Again, I didn't question him. I heard him sigh loudly as I looked down at my arm. There was no sign of bruising or anything from the IV. It was obvious that if he had done it, he really /had/ known what he was doing. Although, I was sure that the doctor had probably done it, not Ludwig.

"How do you feel, Kiku?" He asked, leaning closer to me. I felt my face get a little warm, a sign that I was blushing, just like I always did when Ludwig got too close.

"I-I feel fine. Just a little... tired... weak..." I whispered the words and sat up carefully. My head hurt a little too and I felt sick for a moment, but I was okay.

"That's understandable." He pressed his hand to my forehead, "You seem a bit warm." He commented. The closer contact was making me blush more. I took his hand in my own, attempting to remove it from my forehead. And although he moved it from there, he didn't remove it from me completely. He laced his fingers with mine and I noted his light blush and shy eyes. I couldn't stop myself from blushing even more at this, my face completely on fire.

"Kiku..."

"H-Hmm...?

"I'm glad that you're alright..." He smiled gently and gave my hand a little squeeze. We looked at each other for a moment. Our eyes stayed locked on each other's. Then, I turned away. I couldn't stop myself. It was too much.
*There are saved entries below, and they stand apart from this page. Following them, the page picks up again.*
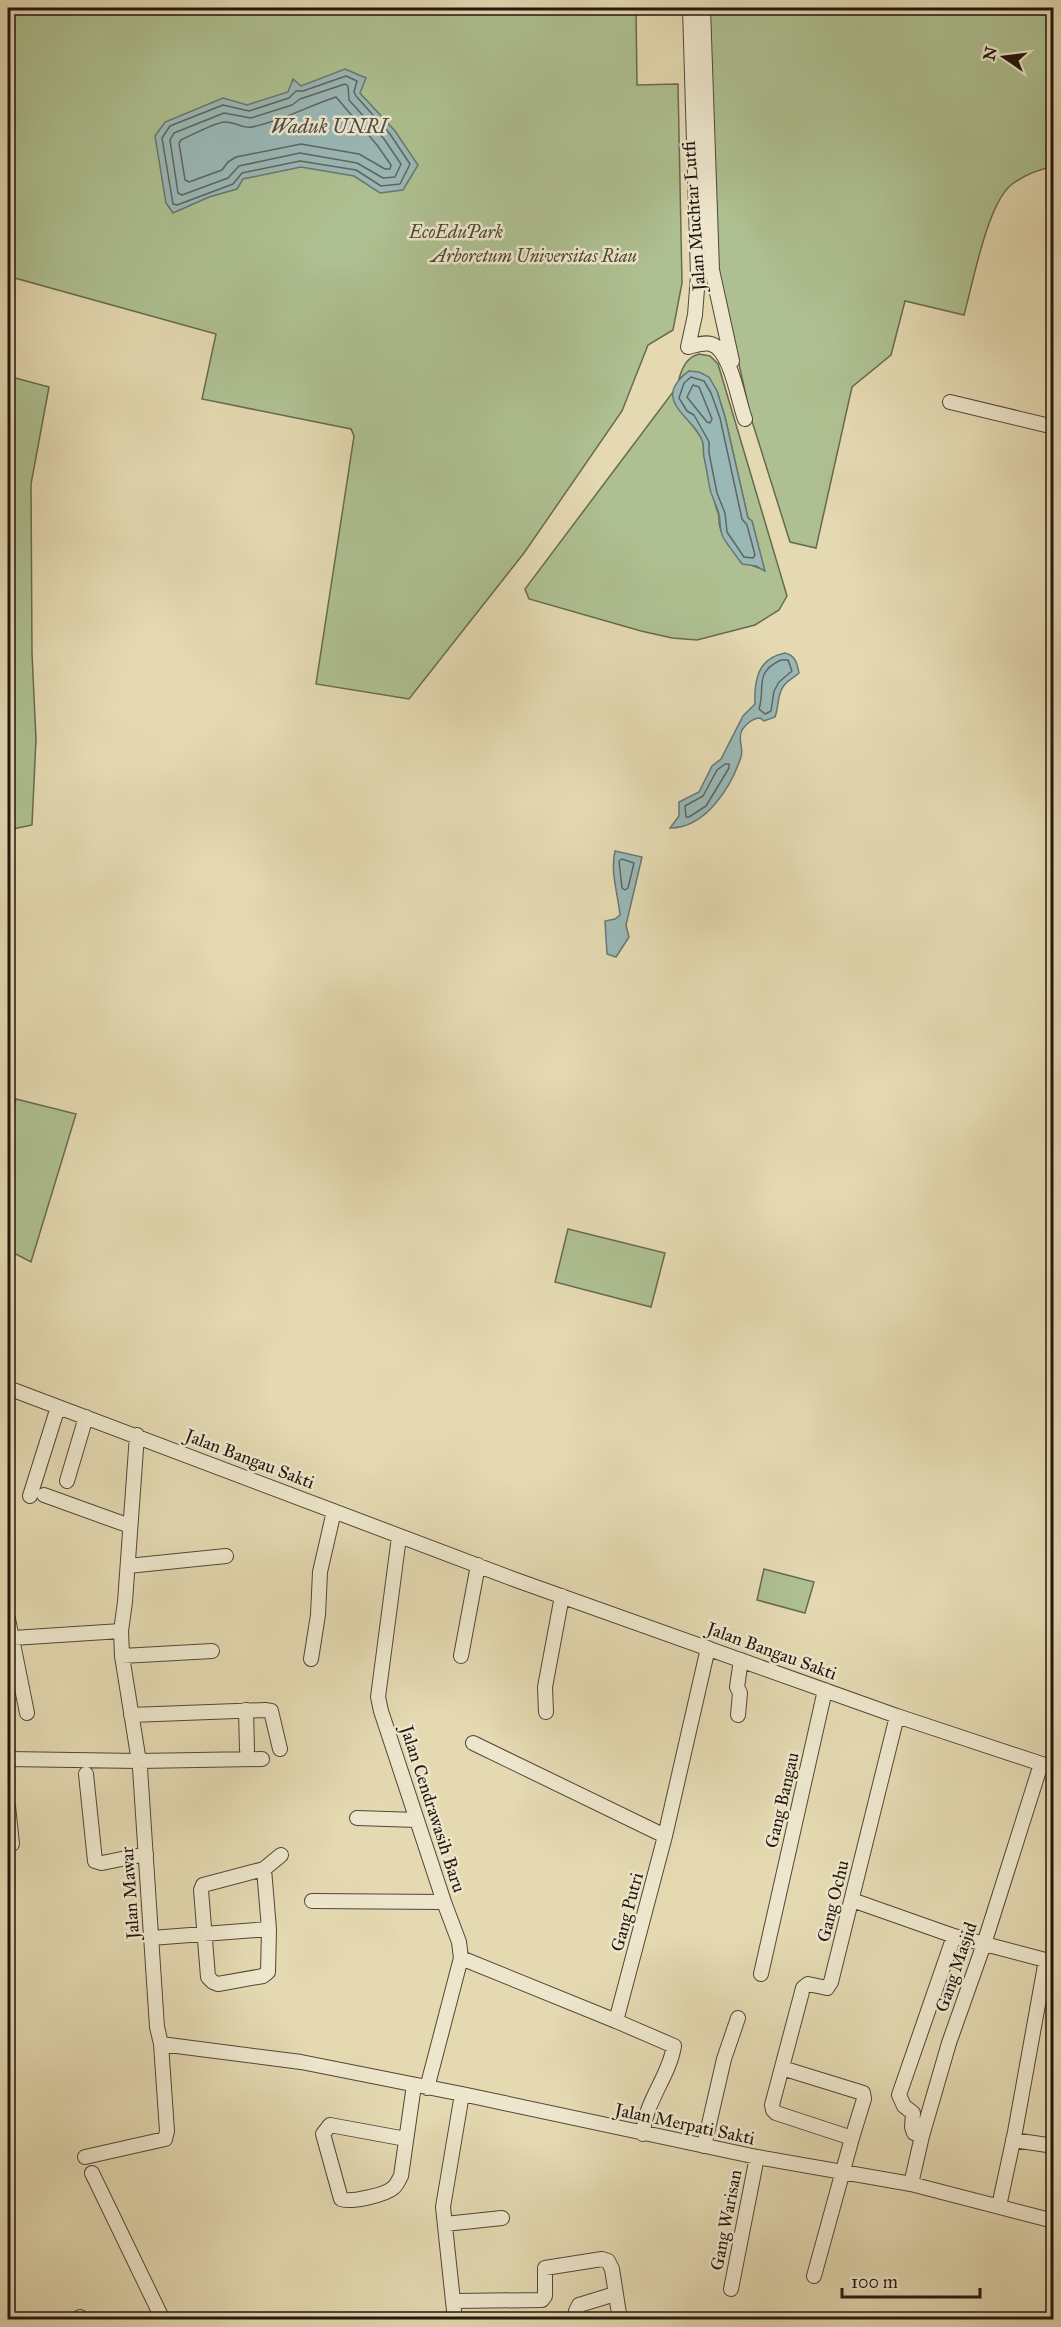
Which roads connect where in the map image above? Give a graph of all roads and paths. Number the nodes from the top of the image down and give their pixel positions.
1 (690, 8) edge
2 (703, 8) edge
3 (950, 402) dead end
4 (1053, 427) edge
5 (8, 1388) edge
6 (58, 1407) junction
7 (86, 1417) junction
8 (137, 1435) junction
9 (67, 1481) dead end
10 (334, 1511) junction
11 (130, 1526) junction
12 (399, 1537) junction
13 (226, 1556) dead end
14 (478, 1565) junction
15 (128, 1566) junction
16 (562, 1596) junction
17 (8, 1619) edge
18 (121, 1631) junction
19 (13, 1638) junction
20 (708, 1647) junction
21 (212, 1651) dead end
22 (122, 1656) junction
23 (461, 1656) dead end
24 (311, 1659) dead end
25 (741, 1660) junction
26 (825, 1690) junction
27 (246, 1710) junction
28 (546, 1712) dead end
29 (27, 1713) dead end
30 (131, 1715) junction
31 (738, 1715) dead end
32 (897, 1716) junction
33 (472, 1743) dead end
34 (280, 1749) dead end
35 (247, 1750) dead end
36 (8, 1759) edge
37 (262, 1759) dead end
38 (138, 1761) junction
39 (1047, 1766) edge
40 (86, 1774) dead end
41 (8, 1806) edge
42 (357, 1818) dead end
43 (417, 1820) junction
44 (665, 1836) junction
45 (12, 1844) dead end
46 (146, 1854) junction
47 (281, 1855) dead end
48 (264, 1869) junction
49 (852, 1900) junction
50 (312, 1901) dead end
51 (444, 1902) junction
52 (269, 1929) junction
53 (204, 1935) junction
54 (954, 1936) junction
55 (151, 1938) junction
56 (984, 1944) junction
57 (462, 1958) junction
58 (1050, 1961) edge
59 (761, 1974) dead end
60 (738, 2018) dead end
61 (616, 2021) junction
62 (161, 2044) junction
63 (782, 2068) junction
64 (421, 2086) junction
65 (462, 2094) junction
66 (643, 2133) junction
67 (922, 2136) junction
68 (852, 2138) junction
69 (406, 2139) junction
70 (1013, 2140) junction
71 (704, 2146) junction
72 (1053, 2146) edge
73 (85, 2157) dead end
74 (757, 2157) junction
75 (843, 2171) junction
76 (92, 2173) dead end
77 (911, 2184) junction
78 (999, 2206) junction
79 (502, 2218) dead end
80 (1053, 2221) edge
81 (445, 2224) junction
82 (814, 2276) dead end
83 (731, 2289) dead end
84 (615, 2294) junction
85 (454, 2301) junction
86 (162, 2319) edge
87 (455, 2319) edge
88 (578, 2319) edge
89 (620, 2319) edge

1 - 2 street, Jalan Muchtar Lutfi
3 - 4 street
5 - 6 street, Jalan Bangau Sakti
6 - 7 street, Jalan Bangau Sakti
6 - 11 street
7 - 8 street, Jalan Bangau Sakti
7 - 9 street
8 - 10 street, Jalan Bangau Sakti
8 - 11 street, Jalan Mawar
10 - 12 street, Jalan Bangau Sakti
10 - 24 street
11 - 15 street, Jalan Mawar
12 - 14 street, Jalan Bangau Sakti
12 - 43 street, Jalan Cendrawasih Baru
13 - 15 street
14 - 16 street, Jalan Bangau Sakti
14 - 23 street
15 - 18 street, Jalan Mawar
16 - 20 street, Jalan Bangau Sakti
16 - 28 street
17 - 19 street
18 - 19 street
18 - 22 street, Jalan Mawar
19 - 29 street
20 - 25 street, Jalan Bangau Sakti
20 - 44 street, Gang Putri
21 - 22 street
22 - 30 street, Jalan Mawar
25 - 26 street, Jalan Bangau Sakti
25 - 31 street
26 - 32 street, Jalan Bangau Sakti
26 - 59 street, Gang Bangau
27 - 30 street
27 - 34 street
27 - 35 street
30 - 38 street, Jalan Mawar
32 - 39 street, Jalan Bangau Sakti
32 - 49 street, Gang Ochu
33 - 44 street
36 - 38 street
37 - 38 street
38 - 46 street, Jalan Mawar
39 - 56 street, Gang Masjid
40 - 46 street
41 - 45 street
42 - 43 street
43 - 51 street, Jalan Cendrawasih Baru
44 - 61 street, Gang Putri
46 - 55 street, Jalan Mawar
47 - 48 street
48 - 52 street
48 - 53 street
49 - 54 street
49 - 63 street, Gang Ochu
50 - 51 street
51 - 57 street, Jalan Cendrawasih Baru
52 - 53 street
52 - 53 street
53 - 55 street
54 - 56 street
54 - 67 street
55 - 62 street, Jalan Mawar
56 - 58 street
56 - 67 street, Gang Masjid
57 - 61 street
57 - 64 street, Jalan Cendrawasih Baru
58 - 70 street
60 - 71 street
61 - 66 street
62 - 64 street
62 - 73 street, Jalan Mawar
63 - 68 street
63 - 68 street
64 - 65 street
64 - 69 street, Jalan Cendrawasih Baru
65 - 66 street, Jalan Merpati Sakti
65 - 81 street
66 - 71 street, Jalan Merpati Sakti
67 - 77 street, Gang Masjid
68 - 75 street
69 - 69 street, Jalan Cendrawasih Baru
70 - 72 street
70 - 78 street
71 - 74 street, Jalan Merpati Sakti
74 - 75 street, Jalan Merpati Sakti
74 - 83 street, Gang Warisan
75 - 77 street, Jalan Merpati Sakti
75 - 82 street
76 - 86 street
77 - 78 street, Jalan Merpati Sakti
78 - 80 street, Jalan Merpati Sakti
79 - 81 street
81 - 85 street
84 - 85 street
84 - 88 street
84 - 89 street
85 - 87 street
"Y-Yeah." I whispered in return. And with that, he let go of my hand.

For the first time, he and I had connected... at least a little. And, although I had always wanted something like that for he and I, I couldn't bring myself to act upon it. I wouldn't. Having something even /kind/ of like a relationship during a war would cause problems. We were to be allies. Perhaps friends, but not close friends. And that was as far as we were allowed to go.

Nevertheless, Ludwig pressed his hand to my chest, softly, just over my heart. He didn't say anything, he just left it there. Then after a moment, he pulled it away, "You must be hungry. I will get you something to eat." And with that, he stood up and walked out of the room.

This left me time to think, although, to be honest, my mind was mostly blank after all of this.

I looked at the IV in my arm and pulled it out. I knew that Ludwig would yell at me or lecture me when he got back, but I didn't like having a needle shoved into my arm.

I stood up and walked to the bathroom attached to the bedroom. Actually, I kind of stumbled, using the wall and other such things as support.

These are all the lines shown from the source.